A few on here have waaaayyyyy to big a chip on their shoulder! Calling a bird multiple times to your call proves alot...not calling/killing a bird opening day the first season proves alot too!!! Location location...every day is different...every bird is different each day....no rule is 100% in the turkey world. "Educating turkeys" is a way over rated statement! Proven!!!


----------



## Thunderhead (Feb 2, 2002)

hyrax said:


> Thunderhead-
> 
> As a turkey hunting guide, I am willing to bet that you have had everyone of the following experiences over your years of hunting:
> 
> ...


_You'd lose that bet_.

1) I wouldn't know. Possible. A gobble is a gobble is a gobble. Unless he's close and I can identify him again, I wouldn't be able to tell. Then again, if he's close enough to identify, he's dead.

2) Very rare. I hunt the same ground maybe twice a season. Maybe. All of my hunters are hunting fresh, undisturbed private ground that I hunt exclusivly with the exception of one or two and those I rarely hunt.

3) No way, no how. Never. Nadda. Rookie mistake.

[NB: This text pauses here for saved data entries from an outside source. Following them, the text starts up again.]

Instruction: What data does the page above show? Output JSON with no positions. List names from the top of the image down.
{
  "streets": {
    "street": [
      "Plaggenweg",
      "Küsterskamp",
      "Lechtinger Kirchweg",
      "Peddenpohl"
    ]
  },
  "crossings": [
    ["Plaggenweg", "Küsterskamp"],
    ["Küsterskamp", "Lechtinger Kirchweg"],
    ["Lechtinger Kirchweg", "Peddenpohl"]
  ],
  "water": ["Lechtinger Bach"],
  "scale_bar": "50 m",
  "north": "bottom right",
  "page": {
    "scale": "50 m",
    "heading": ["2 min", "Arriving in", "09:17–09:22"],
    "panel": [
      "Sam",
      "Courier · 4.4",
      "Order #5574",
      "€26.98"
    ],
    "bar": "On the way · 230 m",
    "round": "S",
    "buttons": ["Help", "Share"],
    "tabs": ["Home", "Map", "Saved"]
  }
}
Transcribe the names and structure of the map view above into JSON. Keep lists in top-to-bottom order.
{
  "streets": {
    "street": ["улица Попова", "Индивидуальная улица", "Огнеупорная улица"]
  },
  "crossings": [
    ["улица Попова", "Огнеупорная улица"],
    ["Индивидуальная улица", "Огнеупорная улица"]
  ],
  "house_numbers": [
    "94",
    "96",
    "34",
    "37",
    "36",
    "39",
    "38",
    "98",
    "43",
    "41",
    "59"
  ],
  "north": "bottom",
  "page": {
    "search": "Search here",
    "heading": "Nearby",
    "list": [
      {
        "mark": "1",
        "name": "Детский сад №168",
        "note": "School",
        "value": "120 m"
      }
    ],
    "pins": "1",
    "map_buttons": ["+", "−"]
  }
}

4) Of course. It's called gaining experience.

5) See #3. 
Rookie mistake. I've been doing this long enough to know that calling birds or whatever before season is going to make it that much tougher to try and call them in again.
Nope, never done it and never will. That makes no sense to me.
To address the last part of the question, I don't call Turkeys in for the fun of it. Why would I want to do that ?

I pay attention to_ everything_ whenever I'm in the woods at any time of the year and become a part of it. I can't put into words a feeling.

All I can pass on is what _I've _observed and learned. Doesn't matter to me if a guy wants to mess up his ground before he hunts................as long as it's not where I'm going to be. 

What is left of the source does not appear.